L'Abruzzo, Messina, la crisi. «[...] Le tragedie per cause naturali che ciclicamente colpiscono il territorio nazionale – come non andare ancora una volta col nostro pensiero all’Abruzzo e a Messina? - invocano una disponibilità da parte di tutte le forze politiche a scelte risolutive sulle annose questioni che rendono debole il sistema-Italia, sistema che invece oggi come non mai dovrebbe rivelarsi scattante per cogliere al balzo i cenni di uscita dalla crisi e potenziarli, così da accorciare le sofferenze che la situazione dell’economia mondiale ha finito per scaricare sulle categorie più deboli, specialmente sul fronte del posto del lavoro. Il Paese deve tornare a crescere, perché questa è la condizione fondamentale per una giustizia sociale che migliori le condizioni del nostro Meridione, dei giovani senza garanzie, delle famiglie monoreddito.

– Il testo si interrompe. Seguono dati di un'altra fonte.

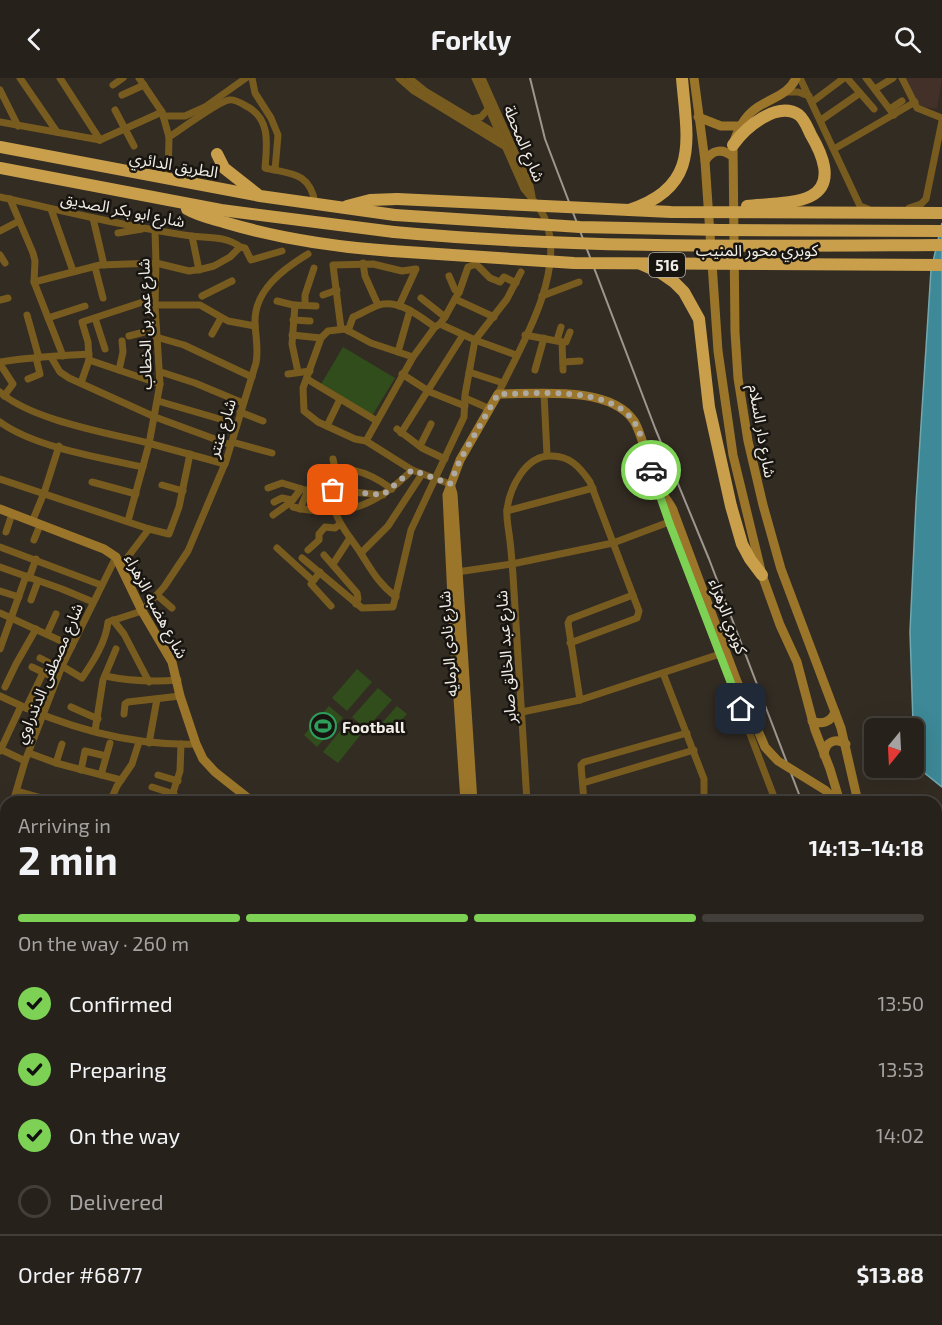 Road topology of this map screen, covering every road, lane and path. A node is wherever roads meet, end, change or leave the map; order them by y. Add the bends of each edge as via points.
1 (20, 78) edge
2 (60, 78) edge
3 (123, 78) edge
4 (246, 78) edge
5 (252, 78) edge
6 (399, 78) edge
7 (409, 78) edge
8 (475, 78) edge
9 (482, 78) edge
10 (682, 78) edge
11 (694, 78) edge
12 (798, 78) edge
13 (845, 78) edge
14 (866, 78) edge
15 (893, 78) edge
16 (902, 78) edge
17 (142, 81) edge
18 (113, 85) dead end
19 (875, 89) junction
20 (0, 90) edge
21 (786, 92) junction
22 (860, 93) junction
23 (122, 95) dead end
24 (811, 99) junction
25 (902, 101) dead end
26 (915, 102) junction
27 (261, 104) junction
28 (489, 108) junction
29 (874, 109) dead end
30 (116, 110) dead end
31 (253, 110) junction
32 (892, 112) junction
33 (162, 114) junction
34 (698, 117) junction
35 (473, 119) junction
36 (821, 120) junction
37 (942, 120) edge
38 (0, 122) edge
39 (18, 126) junction
40 (740, 126) junction
41 (125, 129) junction
42 (57, 132) junction
43 (169, 137) junction
44 (501, 138) junction
45 (100, 140) junction
46 (508, 145) junction
47 (134, 146) dead end
48 (0, 147) edge
49 (834, 149) junction
50 (733, 150) junction
51 (217, 154) dead end
52 (705, 161) junction
53 (0, 168) edge
54 (275, 170) junction
55 (168, 179) junction
56 (260, 196) junction
57 (0, 197) edge
58 (10, 199) junction
59 (174, 201) junction
60 (315, 203) junction
61 (342, 207) junction
62 (51, 209) junction
63 (627, 211) junction
64 (697, 211) junction
65 (942, 213) edge
66 (395, 214) joint
67 (93, 218) junction
68 (19, 220) junction
69 (145, 228) junction
70 (155, 230) junction
71 (0, 231) edge
72 (942, 231) edge
73 (117, 233) dead end
74 (192, 236) junction
75 (942, 245) edge
76 (240, 247) junction
77 (282, 251) dead end
78 (308, 254) dead end
79 (0, 255) edge
80 (6, 263) dead end
81 (156, 263) junction
82 (363, 263) junction
83 (641, 264) junction
84 (104, 265) junction
85 (942, 265) edge
86 (95, 267) junction
87 (314, 268) dead end
88 (199, 270) junction
89 (73, 271) junction
90 (521, 272) dead end
91 (449, 276) dead end
92 (232, 281) dead end
93 (34, 282) junction
94 (579, 282) dead end
95 (516, 283) junction
96 (337, 290) junction
97 (323, 295) dead end
98 (457, 296) junction
99 (542, 296) junction
100 (8, 298) dead end
101 (103, 298) dead end
102 (421, 298) dead end
103 (0, 300) edge
104 (155, 301) junction
105 (277, 301) dead end
106 (294, 305) junction
107 (305, 305) junction
108 (378, 305) junction
109 (85, 306) dead end
110 (316, 306) dead end
111 (399, 306) junction
112 (206, 308) junction
113 (410, 310) junction
114 (27, 315) dead end
115 (494, 317) junction
116 (48, 318) junction
117 (95, 318) junction
118 (220, 318) junction
119 (293, 320) junction
120 (310, 321) dead end
121 (440, 323) junction
122 (255, 326) junction
123 (561, 327) dead end
124 (345, 330) junction
125 (570, 332) dead end
126 (156, 333) junction
127 (212, 334) dead end
128 (463, 335) junction
129 (525, 335) junction
130 (129, 336) dead end
131 (321, 338) junction
132 (544, 338) junction
133 (290, 340) junction
134 (475, 340) junction
135 (122, 341) dead end
136 (559, 341) junction
137 (105, 349) dead end
138 (398, 352) junction
139 (516, 355) junction
140 (63, 356) junction
141 (51, 357) junction
142 (89, 357) junction
143 (413, 357) junction
144 (37, 358) junction
145 (580, 361) dead end
146 (563, 362) junction
147 (0, 363) edge
148 (119, 370) junction
149 (535, 370) dead end
150 (563, 370) dead end
151 (310, 371) junction
152 (160, 372) junction
153 (298, 372) junction
154 (469, 372) junction
155 (288, 374) dead end
156 (402, 374) junction
157 (252, 377) junction
158 (28, 379) dead end
159 (307, 379) junction
160 (81, 383) junction
161 (503, 383) junction
162 (160, 384) junction
163 (427, 391) junction
164 (2, 394) edge
165 (498, 394) junction
166 (544, 394) junction
167 (340, 399) junction
168 (158, 401) junction
169 (465, 402) junction
170 (243, 403) junction
171 (490, 409) junction
172 (240, 412) junction
173 (155, 417) junction
174 (263, 421) dead end
175 (376, 421) junction
176 (0, 422) edge
177 (237, 424) junction
178 (431, 424) dead end
179 (327, 426) junction
180 (366, 441) junction
181 (232, 443) junction
182 (149, 444) junction
183 (59, 446) junction
184 (420, 446) junction
185 (272, 453) dead end
186 (190, 454) junction
187 (547, 455) junction
188 (333, 459) dead end
189 (445, 459) junction
190 (225, 464) junction
191 (143, 467) junction
192 (335, 469) junction
193 (412, 470) junction
194 (422, 474) junction
195 (0, 479) edge
196 (435, 479) junction
197 (92, 482) dead end
198 (450, 484) junction
199 (162, 485) dead end
200 (268, 488) dead end
201 (592, 488) junction
202 (658, 488) junction
203 (304, 489) junction
204 (392, 489) junction
205 (317, 490) junction
206 (183, 491) junction
207 (44, 493) junction
208 (136, 494) junction
209 (383, 495) junction
210 (274, 502) dead end
211 (295, 505) junction
212 (0, 509) edge
213 (335, 511) junction
214 (507, 511) junction
215 (12, 514) junction
216 (273, 515) dead end
217 (128, 521) junction
218 (669, 522) junction
219 (36, 523) junction
220 (340, 524) junction
221 (149, 529) junction
222 (6, 532) dead end
223 (350, 538) junction
224 (34, 540) dead end
225 (613, 543) junction
226 (0, 547) edge
227 (277, 548) dead end
228 (308, 550) dead end
229 (361, 553) junction
230 (324, 555) dead end
231 (303, 558) dead end
232 (36, 559) junction
233 (119, 561) junction
234 (333, 564) junction
235 (512, 564) junction
236 (0, 567) edge
237 (320, 572) junction
238 (457, 572) junction
239 (762, 574) junction
240 (28, 577) junction
241 (312, 580) junction
242 (38, 581) junction
243 (101, 585) junction
244 (0, 591) edge
245 (157, 595) junction
246 (633, 595) junction
247 (19, 597) junction
248 (31, 600) dead end
249 (395, 601) junction
250 (93, 602) junction
251 (331, 606) dead end
252 (359, 606) junction
253 (172, 608) dead end
254 (142, 611) junction
255 (0, 613) edge
256 (56, 614) dead end
257 (11, 618) junction
258 (113, 620) junction
259 (36, 629) junction
260 (47, 634) junction
261 (570, 643) junction
262 (72, 646) junction
263 (0, 649) edge
264 (116, 649) dead end
265 (97, 652) junction
266 (720, 654) junction
267 (40, 658) dead end
268 (111, 660) junction
269 (32, 667) dead end
270 (62, 668) junction
271 (44, 673) junction
272 (663, 673) junction
273 (105, 676) junction
274 (57, 679) junction
275 (177, 680) junction
276 (149, 682) junction
277 (5, 687) dead end
278 (0, 696) edge
279 (180, 696) junction
280 (157, 699) junction
281 (580, 700) junction
282 (80, 702) dead end
283 (23, 707) junction
284 (522, 712) junction
285 (835, 712) junction
286 (124, 714) dead end
287 (43, 715) junction
288 (98, 719) junction
289 (812, 721) junction
290 (107, 725) dead end
291 (95, 731) junction
292 (687, 733) junction
293 (105, 734) junction
294 (110, 742) dead end
295 (139, 742) junction
296 (149, 743) junction
297 (62, 744) dead end
298 (181, 744) junction
299 (196, 744) junction
300 (846, 744) junction
301 (0, 749) edge
302 (694, 750) junction
303 (29, 753) junction
304 (824, 755) junction
305 (106, 756) junction
306 (26, 761) junction
307 (56, 763) junction
308 (81, 770) junction
309 (101, 775) junction
310 (158, 775) dead end
311 (121, 780) junction
312 (178, 781) junction
313 (583, 783) junction
314 (152, 787) dead end
315 (17, 791) junction
316 (174, 794) joint
317 (15, 796) edge
318 (35, 796) edge
319 (113, 796) edge
320 (245, 796) edge
321 (465, 796) edge
322 (472, 796) edge
323 (527, 796) edge
324 (584, 796) edge
325 (704, 796) edge
326 (774, 796) edge
327 (831, 796) edge
328 (837, 796) edge
329 (857, 796) edge

1 - 42 street
2 - 45 street
3 - 18 street
4 - 33 street via 185,116
5 - 27 street
6 - 46 street via 422,96
7 - 35 street
8 - 28 street, شارع المحطة
9 - 46 street, شارع المحطة
10 - 63 highway via 687,146 682,168 663,194
11 - 34 main road, شارع دار السلام
12 - 21 main road, شارع دار السلام
12 - 24 street
13 - 22 street
13 - 24 street
14 - 19 street
15 - 19 street
16 - 26 street
17 - 23 street
17 - 33 street
19 - 32 street
20 - 39 street
21 - 24 street via 798,92
21 - 40 main road, شارع دار السلام via 759,106
22 - 29 street
22 - 36 street
24 - 36 street
25 - 32 street
26 - 32 street
26 - 37 street via 920,110
27 - 31 street
27 - 54 street via 278,135
28 - 35 street
28 - 44 street, شارع المحطة
30 - 41 street
31 - 43 street via 229,100
31 - 54 street via 267,134 265,168
32 - 49 street
33 - 41 street
33 - 43 street
34 - 40 main road via 721,126
34 - 52 main road, شارع دار السلام
35 - 44 street
36 - 49 street
37 - 49 street via 926,199 906,209 863,208
38 - 39 street
39 - 42 street
40 - 50 main road, شارع دار السلام
41 - 45 street
41 - 47 street
42 - 45 street
43 - 55 street
44 - 46 street
46 - 99 street, شارع المحطة via 548,228 551,245
48 - 55 highway, الطريق الدائري / 516
50 - 52 main road via 712,153
50 - 64 highway, bridge via 747,129 762,118 781,111 796,114 802,117 822,155 824,175 820,189 804,199
50 - 285 main road, شارع دار السلام via 736,355 748,441 781,569
51 - 56 highway via 224,168
52 - 239 main road, شارع دار السلام via 722,388 738,479
53 - 59 highway, 516
54 - 60 street via 305,181 312,188
55 - 56 highway, الطريق الدائري / 516
56 - 60 highway, الطريق الدائري / 516
57 - 58 street, شارع ابو بكر الصديق
58 - 62 street, شارع ابو بكر الصديق
58 - 68 street
59 - 75 highway, كوبري محور المنيب / 516, bridge via 242,213 471,239 579,245
59 - 83 highway, كوبري محور المنيب / 516, bridge via 192,212 325,244 523,261
60 - 61 highway, الطريق الدائري / 516
61 - 63 highway, الطريق الدائري / 516, bridge via 396,199
61 - 66 highway, الطريق الدائري / 516
62 - 67 street, شارع ابو بكر الصديق
62 - 89 street
63 - 64 highway, 516, bridge
64 - 65 highway, 516, bridge
66 - 72 highway, كوبري محور المنيب / 516, bridge via 569,226
67 - 69 street, شارع ابو بكر الصديق
67 - 84 street
68 - 71 street
68 - 93 street via 35,261
69 - 70 street, شارع ابو بكر الصديق
69 - 73 street
70 - 74 street, شارع ابو بكر الصديق
70 - 81 street, شارع عمر بن الخطاب
74 - 76 street, شارع ابو بكر الصديق via 226,239
74 - 88 street
76 - 77 street, شارع ابو بكر الصديق via 245,248 251,260
76 - 88 street via 214,266
78 - 122 street, شارع عنتر via 274,278 258,303
79 - 80 street
81 - 84 street
81 - 88 street
81 - 104 street, شارع عمر بن الخطاب
82 - 96 street via 333,265
82 - 108 street
82 - 111 street via 416,270
83 - 85 highway, كوبري محور المنيب / 516, bridge
83 - 239 highway via 674,282 699,319 709,407 731,506 742,544
84 - 86 street
86 - 89 street
86 - 101 street
87 - 107 street
89 - 93 street
90 - 95 street
91 - 98 street
92 - 112 street via 201,292
93 - 116 street
94 - 99 street
95 - 98 street via 504,277 501,282 490,278 475,264 468,267
95 - 115 street
96 - 97 street
96 - 124 street
98 - 115 street
98 - 121 street
99 - 129 street, شارع المحطة
100 - 103 street
102 - 121 street
104 - 112 street
104 - 117 street
104 - 126 street, شارع عمر بن الخطاب
105 - 106 street
106 - 107 street
106 - 119 street
107 - 110 street
108 - 111 street
108 - 124 street via 353,317
109 - 116 street
111 - 113 street
112 - 118 street
113 - 121 street
113 - 138 street
114 - 144 street
115 - 134 street
116 - 140 street
117 - 137 street
117 - 142 street via 81,323
118 - 122 street
118 - 127 street
119 - 120 street
119 - 133 street
121 - 128 street
121 - 143 street
122 - 157 street, شارع عنتر via 258,354
123 - 136 street
124 - 131 street via 328,331
124 - 138 street
125 - 136 street via 567,342
126 - 130 street
126 - 152 street, شارع عمر بن الخطاب
126 - 157 street
128 - 134 street
128 - 163 street
129 - 132 street
129 - 139 street, شارع المحطة
131 - 133 street
131 - 151 street
132 - 136 street
132 - 149 street
133 - 153 street
134 - 139 street
134 - 154 street
135 - 148 street
136 - 146 street
138 - 143 street
139 - 161 street, شارع المحطة
140 - 141 street
140 - 142 street
141 - 144 street
141 - 160 street via 60,372
142 - 148 street
142 - 160 street
143 - 156 street
144 - 147 street
144 - 158 street via 40,374
145 - 146 street
146 - 150 street
147 - 164 street via 13,384
148 - 162 street
151 - 153 street
151 - 159 street
152 - 162 street, شارع عمر بن الخطاب
152 - 170 street
153 - 155 street
154 - 161 street
154 - 169 street
156 - 163 street
156 - 175 street
157 - 170 street, شارع عنتر
159 - 167 street
159 - 179 street via 303,388 304,411
160 - 173 street
161 - 165 street, شارع المحطة
162 - 168 street, شارع عمر بن الخطاب
163 - 169 street
163 - 184 street via 399,431
164 - 182 street via 42,414
165 - 166 main road, كوبري الزهراء
165 - 171 main road, شارع نادى الرمايه
166 - 187 street
166 - 202 main road, كوبري الزهراء via 593,396 622,411 634,421
167 - 175 street
167 - 179 street
168 - 173 street, شارع عمر بن الخطاب
168 - 177 street
169 - 171 street
169 - 189 street via 464,417
170 - 172 street, شارع عنتر
171 - 198 main road, شارع نادى الرمايه
172 - 174 street
172 - 177 street, شارع عنتر
173 - 181 street
173 - 182 street, شارع عمر بن الخطاب
175 - 180 street
176 - 183 street
177 - 181 street, شارع عنتر
178 - 184 street
179 - 180 street
180 - 193 street
181 - 185 street
181 - 190 street, شارع عنتر
182 - 186 street
182 - 191 street, شارع عمر بن الخطاب
183 - 191 street
183 - 207 street
184 - 189 street
186 - 190 street
186 - 206 street
187 - 201 street via 571,460 581,468
187 - 214 street via 519,476
188 - 192 street
189 - 196 street
190 - 245 street, شارع عنتر via 188,551
191 - 208 street, شارع عمر بن الخطاب
192 - 204 street via 358,471
192 - 205 street via 312,475
193 - 194 street
193 - 204 street
194 - 196 street
194 - 229 street via 388,526
195 - 207 street
196 - 198 street
196 - 249 street via 411,530
197 - 208 street
198 - 238 main road, شارع نادى الرمايه
198 - 321 main road, شارع نادى الرمايه via 446,499
199 - 206 street
200 - 203 street via 282,483
201 - 214 street
201 - 225 street
202 - 218 street
202 - 327 main road, كوبري الزهراء, bridge via 673,510 762,741 778,761
203 - 205 street
203 - 211 street
203 - 211 street
204 - 209 street
205 - 209 street
206 - 221 street via 171,533
207 - 217 street
207 - 219 street
208 - 217 street, شارع عمر بن الخطاب
209 - 213 street via 372,502
210 - 211 street via 282,498
211 - 213 street via 313,512
211 - 216 street
212 - 215 main road, شارع هضبه الزهراء
213 - 220 street
214 - 235 street, شارع عبد الخالق صابر
215 - 219 main road, شارع هضبه الزهراء
215 - 222 street
217 - 221 street
218 - 225 street
218 - 266 street
219 - 224 street
219 - 233 main road, شارع هضبه الزهراء via 104,549
220 - 223 street
220 - 228 street via 325,527
221 - 233 street, شارع مصطفى الدندراوي
223 - 229 street
223 - 234 street
225 - 235 street
225 - 246 street
226 - 232 street
227 - 241 street
229 - 249 street
230 - 234 street
231 - 237 street
232 - 240 street
232 - 243 street
233 - 243 street, شارع مصطفى الدندراوي
233 - 254 main road, شارع هضبه الزهراء
234 - 252 street via 357,593
235 - 238 street
235 - 284 street, شارع عبد الخالق صابر
236 - 240 street
237 - 241 street
237 - 252 street
238 - 322 main road, شارع نادى الرمايه
239 - 289 main road, شارع دار السلام via 797,662
240 - 242 street
240 - 247 street
241 - 251 street via 312,586
242 - 248 street
242 - 250 street
243 - 250 street, شارع مصطفى الدندراوي
244 - 247 street
245 - 253 street
245 - 254 street, شارع عنتر
246 - 261 street via 570,620
246 - 261 street via 639,611 637,618
247 - 257 street
249 - 252 street via 391,608
250 - 262 street, شارع مصطفى الدندراوي
254 - 258 street
254 - 275 main road, شارع هضبه الزهراء via 172,662
255 - 257 street
256 - 260 street
257 - 259 street
257 - 263 street
258 - 265 street via 108,622
258 - 276 street
259 - 260 street
259 - 277 street
260 - 262 street
261 - 281 street
262 - 270 street, شارع مصطفى الدندراوي
264 - 268 street
265 - 268 street
265 - 270 street via 82,678
266 - 272 street
266 - 326 street
267 - 270 street
268 - 273 street
269 - 271 street
270 - 274 street, شارع مصطفى الدندراوي
271 - 274 street
271 - 283 street
272 - 281 street
272 - 292 street
273 - 276 street
273 - 288 street via 99,693
274 - 287 street, شارع مصطفى الدندراوي
275 - 276 street
275 - 279 main road, شارع هضبه الزهراء
278 - 283 street
279 - 280 street
279 - 299 main road, شارع هضبه الزهراء
280 - 286 street via 128,702
280 - 296 street
281 - 284 street
282 - 288 street via 74,709
283 - 287 street
283 - 301 street
284 - 323 street, شارع عبد الخالق صابر
285 - 289 main road via 827,721
285 - 300 main road, شارع دار السلام
287 - 291 street
287 - 303 street, شارع مصطفى الدندراوي
288 - 291 street
289 - 304 main road, شارع دار السلام
290 - 293 street
291 - 293 street
292 - 302 street
292 - 313 street via 584,762
293 - 295 street
294 - 305 street
295 - 296 street
295 - 311 street via 132,765
296 - 298 street
297 - 307 street
298 - 299 street
298 - 312 street
299 - 320 main road, شارع هضبه الزهراء via 215,772
300 - 304 main road via 831,742
300 - 329 main road, شارع دار السلام
301 - 306 street
302 - 313 street
302 - 325 street via 704,779
303 - 306 street, شارع مصطفى الدندراوي
303 - 307 street
304 - 328 main road, شارع دار السلام
305 - 308 street via 85,751
305 - 309 street
306 - 315 street, شارع مصطفى الدندراوي
307 - 308 street
308 - 309 street
309 - 311 street
310 - 312 street
311 - 319 street
312 - 316 street
313 - 324 street
314 - 316 street
315 - 317 street, شارع مصطفى الدندراوي
315 - 318 street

Il nostro popolo, che tanti sacrifici ha affrontato e affronta, gradirebbe davvero uno scatto in avanti nel segno della risolutezza e del superamento delle campagne denigratorie come delle polemiche strumentali. Ciascuno, ripeto, è chiamato in causa in quest’opera d’amore verso l’Italia: è una responsabilità grave che ricade su tutti, in primo luogo sui molti soggetti che hanno doveri politico-amministrativi, economico-finanziari, sociali, culturali, informativi. La Chiesa è presente con la parola del Vangelo che da un capo all’altro del Paese risuona come un continuo richiamo e un lieto annuncio».